[Collected data]
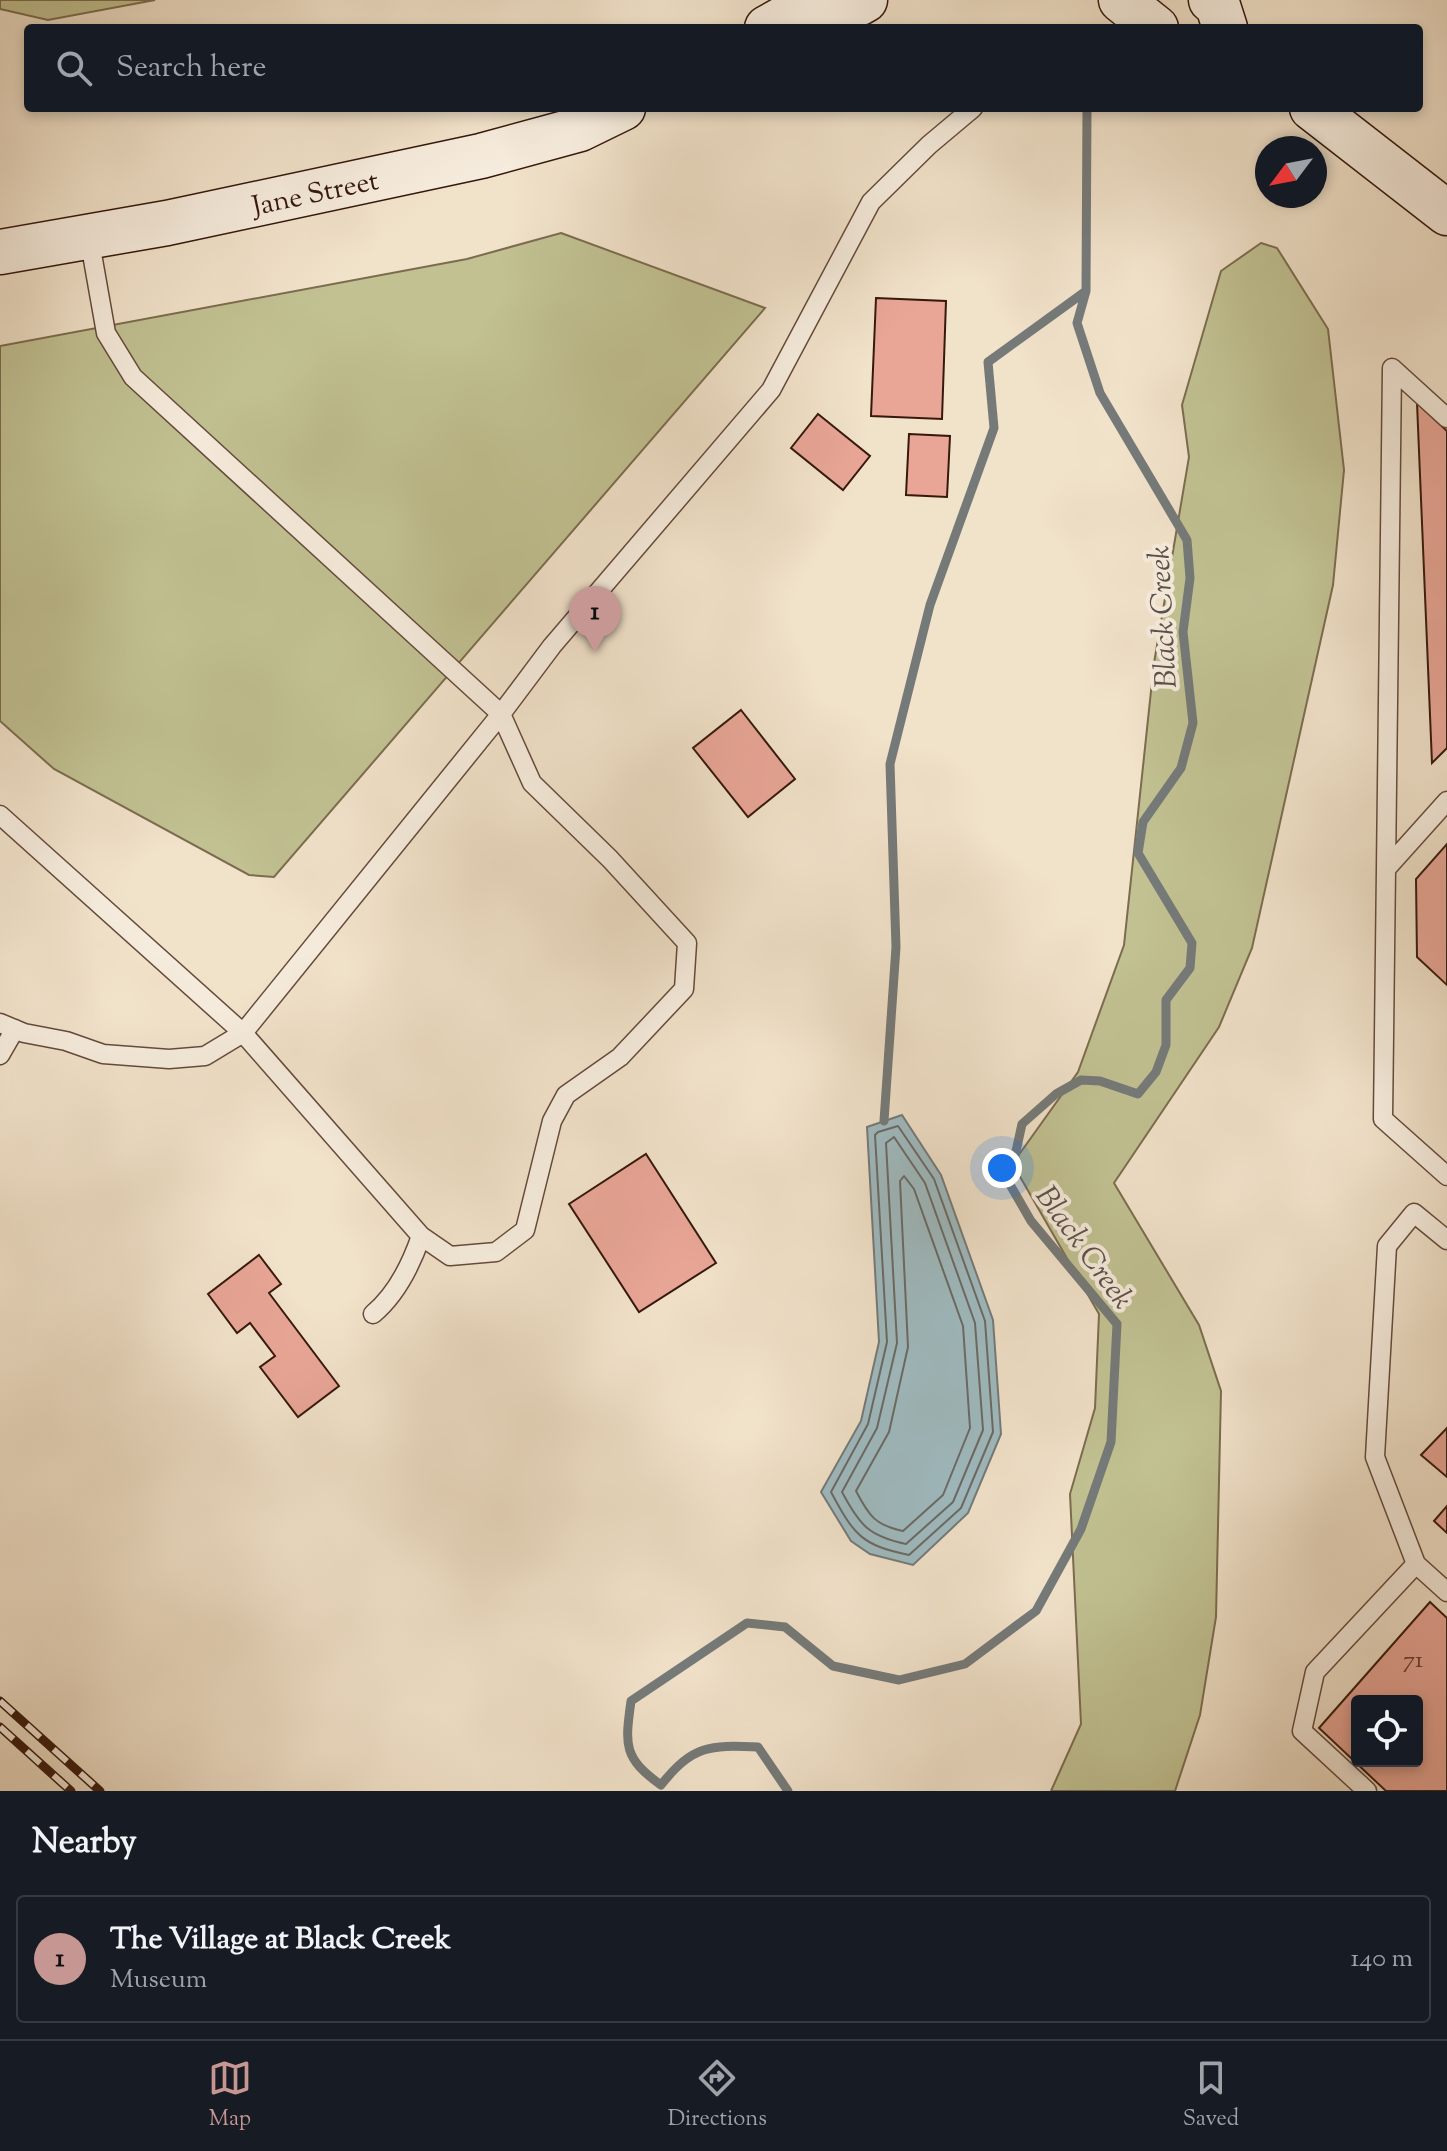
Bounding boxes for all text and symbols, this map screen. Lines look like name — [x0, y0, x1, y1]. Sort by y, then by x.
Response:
search box — [24, 24, 1423, 112]
icon: search — [52, 46, 96, 90]
text: Search here — [116, 47, 266, 90]
north arrow — [1255, 136, 1327, 208]
street label: Jane Street — [247, 162, 383, 228]
water label: Black Creek — [1139, 544, 1190, 689]
pin: 1 — [569, 586, 621, 652]
your location — [982, 1148, 1022, 1188]
water label: Black Creek — [1024, 1178, 1142, 1319]
house number: 71 — [1403, 1644, 1423, 1678]
map controls — [1351, 1695, 1423, 1767]
button: locate — [1351, 1695, 1423, 1767]
text: Nearby — [32, 1819, 137, 1868]
text: The Village at Black Creek — [110, 1919, 451, 1962]
text: 1 — [56, 1941, 64, 1978]
text: 140 m — [1350, 1941, 1413, 1978]
text: Museum — [110, 1962, 207, 1999]
tab: Map — [208, 2056, 252, 2136]
tab: Directions — [668, 2056, 767, 2136]
tab: Saved — [1183, 2056, 1239, 2136]

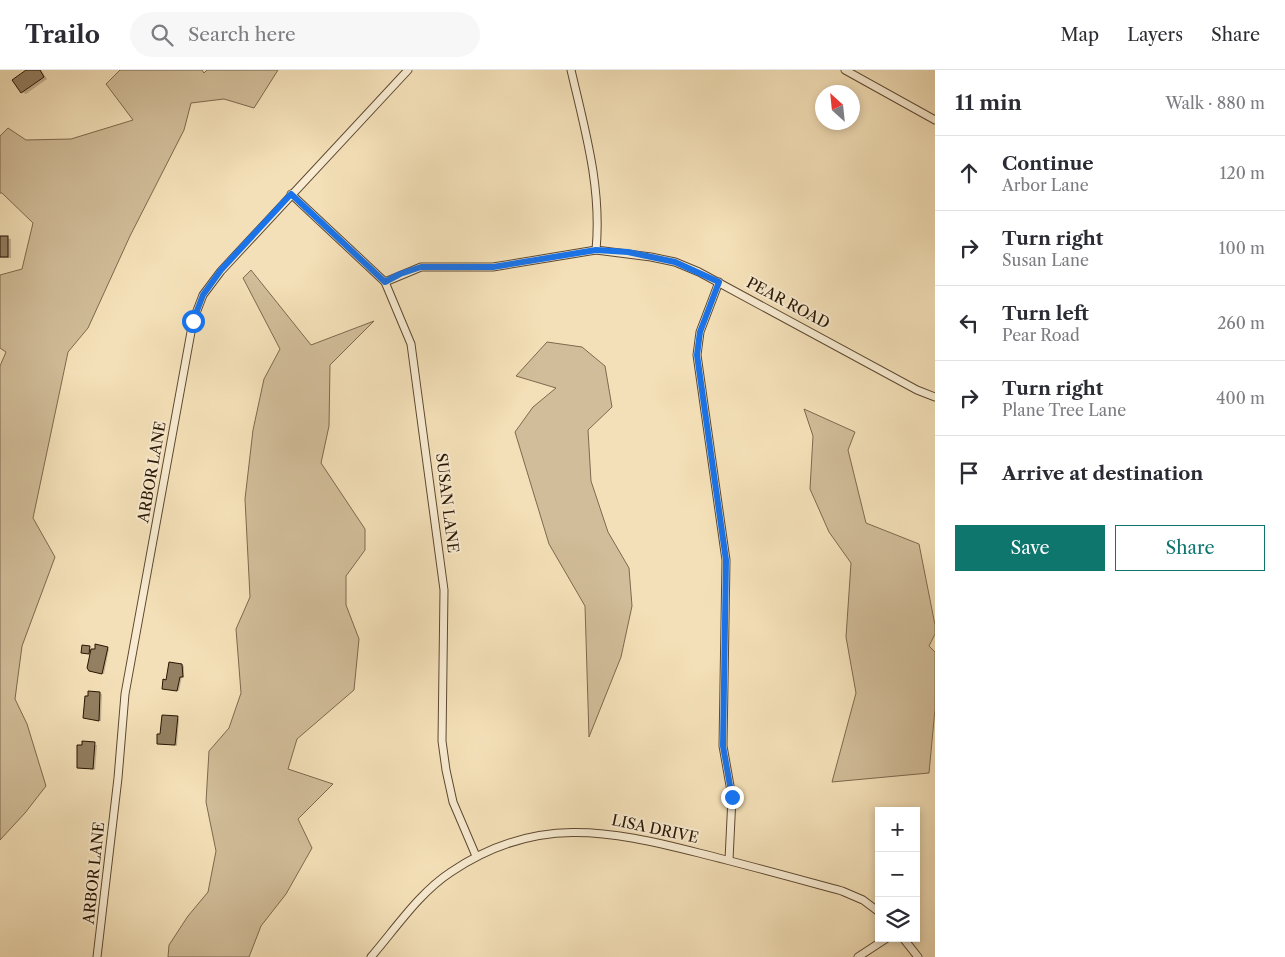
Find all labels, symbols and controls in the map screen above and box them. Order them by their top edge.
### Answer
search box [130,12,480,57]
text: Trailo [25,20,100,49]
icon: search [148,21,176,49]
text: Search here [188,23,296,46]
text: Map [1061,24,1099,46]
text: Layers [1127,24,1183,46]
text: Share [1211,24,1260,46]
north arrow [815,85,860,130]
text: 11 min [955,90,1022,115]
text: Walk · 880 m [1166,93,1265,113]
text: Continue [1002,152,1094,175]
icon: ahead [955,159,983,187]
text: 120 m [1220,163,1265,183]
text: Arbor Lane [1002,175,1089,195]
text: Turn right [1002,227,1103,250]
icon: right [955,234,983,262]
text: 100 m [1219,238,1265,258]
text: Susan Lane [1002,250,1089,270]
street label: PEAR ROAD [743,273,833,332]
text: Turn left [1002,302,1089,325]
icon: left [955,309,983,337]
route start [182,310,205,333]
text: 260 m [1217,313,1265,333]
text: Pear Road [1002,325,1080,345]
text: Turn right [1002,377,1103,400]
icon: right [955,384,983,412]
text: 400 m [1216,388,1265,408]
text: Plane Tree Lane [1002,400,1126,420]
street label: ARBOR LANE [133,420,170,525]
street label: SUSAN LANE [432,452,463,554]
icon: arrive [955,459,983,487]
text: Arrive at destination [1002,462,1203,485]
button: Save [955,525,1105,571]
button: Share [1115,525,1265,571]
route end [721,786,744,809]
map controls [875,807,920,942]
button: + [875,807,920,852]
street label: LISA DRIVE [610,810,700,847]
street label: ARBOR LANE [79,821,108,926]
button: − [875,852,920,897]
button: layers [875,897,920,942]

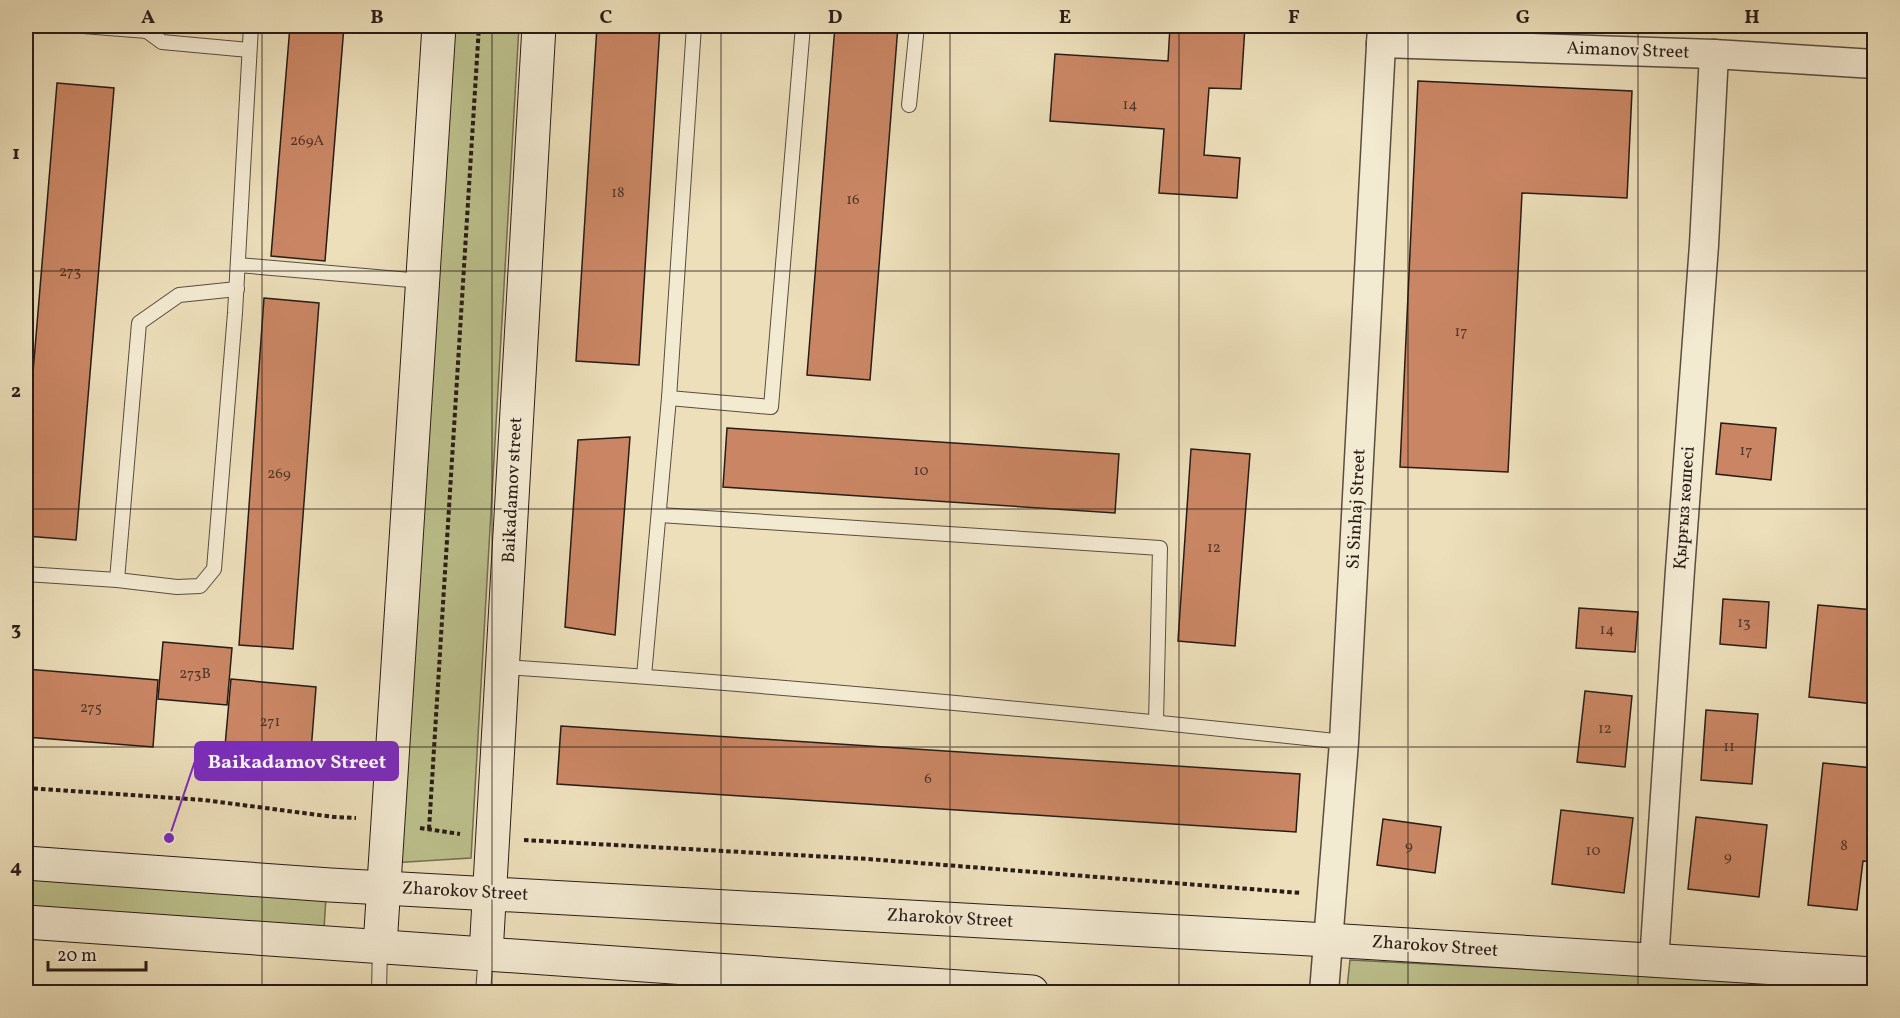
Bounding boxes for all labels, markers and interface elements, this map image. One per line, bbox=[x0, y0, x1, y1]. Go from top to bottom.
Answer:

* [Exercise instructions]: Scan the data above for the word "boxes" and report every line where it is found.

* [Answer]:
Bounding boxes for all text and symbols, this map screen. Lines look like name — [x0, y0, x1, y1]. Sort by y, then by x.
Bounding boxes for all labels, markers and interface elements, this map image. One per line, bbox=[x0, y0, x1, y1]. Go from top to bottom.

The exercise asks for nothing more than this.